Today Microsoft announced a number of new offerings for pre-order, including a $499 bundle which includes an ELITE controller.  

Xbox One Elite

With this new offering we see approximately five distinct Xbox One SKUs at three price points (all of which come with a wireless headset):
The items in green are the new(er) stuff and are only in pre-order status at present.  I added the release dates for each highlighted below them in yellow.

Of the new new offerings, the Halo 5 bundle clearly offers the least bang for your buck in terms of physical hardware, offering no additional hardware versus the 1 TB $399 USD SKU.  Clearly the console is attempting to sell itself based upon the popularity of the Halo franchise.

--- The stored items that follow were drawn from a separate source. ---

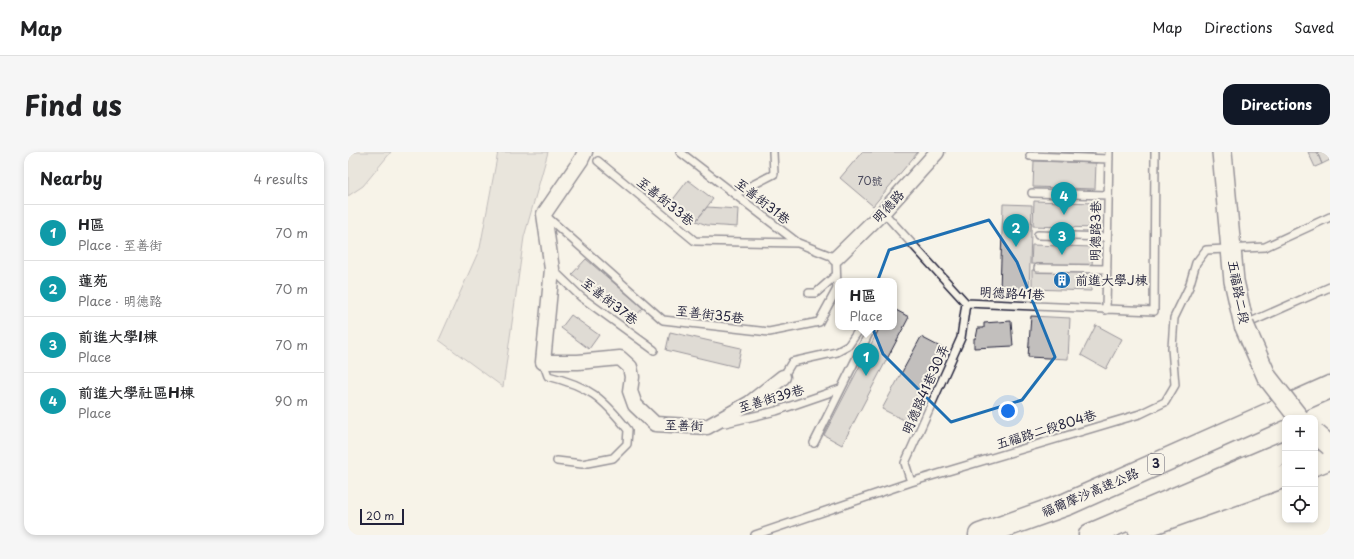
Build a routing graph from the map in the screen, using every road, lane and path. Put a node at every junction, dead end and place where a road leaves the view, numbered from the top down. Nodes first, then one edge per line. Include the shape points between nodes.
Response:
1 (585, 152) edge
2 (680, 152) edge
3 (773, 152) edge
4 (937, 152) edge
5 (1155, 152) edge
6 (1222, 152) edge
7 (1109, 155) edge
8 (1030, 156) dead end
9 (598, 161) dead end
10 (1032, 193) dead end
11 (735, 194) junction
12 (1108, 195) junction
13 (883, 212) junction
14 (544, 214) junction
15 (1330, 217) edge
16 (1038, 236) dead end
17 (1107, 237) junction
18 (798, 243) junction
19 (1231, 248) junction
20 (836, 258) junction
21 (552, 268) junction
22 (1038, 268) dead end
23 (1107, 269) junction
24 (835, 276) joint
25 (1330, 287) edge
26 (809, 293) dead end
27 (835, 293) edge
28 (966, 303) junction
29 (1106, 310) junction
30 (1244, 325) junction
31 (859, 330) edge
32 (870, 330) edge
33 (654, 350) dead end
34 (543, 362) junction
35 (783, 377) joint
36 (1330, 387) edge
37 (840, 389) junction
38 (1297, 415) edge
39 (707, 427) junction
40 (1330, 432) edge
41 (1318, 436) edge
42 (1318, 438) edge
43 (814, 443) dead end
44 (1330, 446) edge
45 (1282, 453) edge
46 (1330, 458) edge
47 (557, 461) dead end
48 (1318, 463) edge
49 (1282, 477) edge
50 (911, 482) junction
51 (755, 535) edge
52 (980, 535) edge
53 (1090, 535) edge
54 (1115, 535) edge

1 - 14 street
2 - 11 lane, 至善街31巷
3 - 11 lane via 774,174
4 - 13 street, 明德路
5 - 29 lane, 明德路41巷 via 1154,311
6 - 19 main road, 五福路二段
7 - 8 lane
7 - 12 lane, 明德路3巷
9 - 18 lane, 至善街33巷 via 695,240
10 - 12 lane
11 - 18 lane, 至善街31巷
12 - 17 lane, 明德路3巷
13 - 20 street, 明德路
13 - 28 lane, 明德路41巷
14 - 21 street
14 - 27 lane, 至善街35巷 via 663,320 769,332 819,322
15 - 19 lane, 五福路二段804巷 via 1265,247
16 - 17 lane
17 - 23 lane, 明德路3巷
18 - 20 lane, 至善街31巷
19 - 30 main road, 五福路二段 via 1234,281
19 - 50 lane, 五福路二段804巷 via 1206,250 1196,263 1189,287 1174,318 1174,385 1165,402 1140,414
20 - 24 lane, 至善街35巷
21 - 33 lane, 至善街37巷 via 582,296
21 - 34 street
22 - 23 lane
23 - 29 lane, 明德路3巷
24 - 26 lane via 816,293
25 - 30 lane
28 - 29 lane, 明德路41巷
28 - 50 lane, 明德路41巷30弄 via 961,338 905,463
30 - 38 main road, 五福路二段, bridge via 1268,377
31 - 35 lane via 848,346 837,352 792,362
32 - 37 lane
34 - 39 street, 至善街 via 620,358 630,367 630,391 636,405 655,424
34 - 47 lane via 548,376 569,381 595,394 610,406 628,430 627,444 613,458 582,464
35 - 39 street, 至善街 via 750,402
36 - 52 highway, 福爾摩沙高速公路 / 3 via 1067,504
37 - 39 lane, 至善街39巷 via 776,410
37 - 43 lane
40 - 42 highway
41 - 44 main road, bridge
45 - 53 highway
46 - 48 highway
49 - 54 highway via 1162,521
50 - 51 lane, 五福路二段804巷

However, the value is weakened by the fact that Microsoft will also be offering on 9/29 the same custom Halo controllers that come with the bundle for $70 USD (only a $10 USD premium over the basic controller price of $60 USD).  The steelbook edition of Halo V is priced at an additional $40 USD so basically the game itself and controller offer $50 USD in value.

Thus Halo fans will have to find a way to justify the console's purchase price via the other goodies -- the Guardian model by Metal Earth / Exclusive DLC: Warzone REQ Bundle.  Alternatively Halo fans can drop a cool $249 USD ($239 USD w/ $10 Xbox gift card rebate) for an "ultimate" edition of Halo V (console NOT included) that comes with both those items and more (everything but the custom console).

In addition to the incoming custom Forza Motorsports 6 (9/7; $65 USD) and a Master Chief Halo 5 custom controller (9/27; $70 USD) Microsoft is also offering a separate limited edition controller in a "Lunar Gold" white/gold color scheme, priced at the same $65 USD sticker. (The standard controller is jet black.)  It will be available exclusively from Gamestop Corp. (GME).

Xbox One Lunar White

Perhaps the more intriguing option for those who aren't diehard Halo fans, is the just-announced equally priced ELITE bundle.  For the $100 USD premium over the base rate for a 1 TB console, you first get an ELITE controller, which retails for a cool $150 USD.  At a markup of $90 USD over the base controller, the ELITE controller alone justifies (well, sort of) most of the console bundle's $100 USD markup.

Xbox One Elite Controller

What makes the this SKU especially interesting, though, is that it actually introduces another hardware change, albeit a minor one.  In edition to a superficial makeover, the ELITE edition console gets a 1 TB hybrid hard disk drive.  Versus the standard 1 TB HDD offering in the $399 USD consoles, Microsoft claims this mixed magnetic and solid state storage drive will lead to 20 percent faster load times in games.  
Xbox One ELITE bundle

If true that's impressive. The only cause for skepticism is that we don't yet know how big the solid state cache is.  Microsoft promises that it will intelligently cache your most commonly played games to the high-speed solid state storage, but at some point clearly it will have to start hitting the hard disk and performance will drop back down.

Hybrid drives, of course, aren't anything new, but it's interesting to see what effect they might have in the console space.

In terms of the leap to 1 TB, the extra space affords more room of your media if you use the Xbox One as entertainment hub.  Alternatively, it gives you more space for games.  Xbox One games range wildly in size, but generally fall between 2 and 40 GB.  Here's a list of sizes for some titles.  Assuming an average size of 20 GB, you'd likely be looking at somewhere around 45+ locally installed games before you run out of space.

One thing's for sure -- with the popular Windows 10 incoming to the console in time for the holiday season, Microsoft looks to have a strong pitch against its Japanese arch-rival Sony Corp. (TYO:6758).  Sony is also being hurt by reports that its early stock of 1 TB PlayStation 4s were based on the older CUH-1100, not the the CUH-1200, as was hoped/anticipated.  The CUH-1200 is expected to pack power saving improvements, which means Sony may be leaving early adopters of the higher capacity SKU with an inferior console that will be replaced shortly.  TechRadar goes as far as to suggest, "If you're about to buy a new 1TB PlayStation 4, don't."

All this gives ample opportunity for the Xbox One to gain ground on the PS4, after trailing it rather badly in unit sales for some time.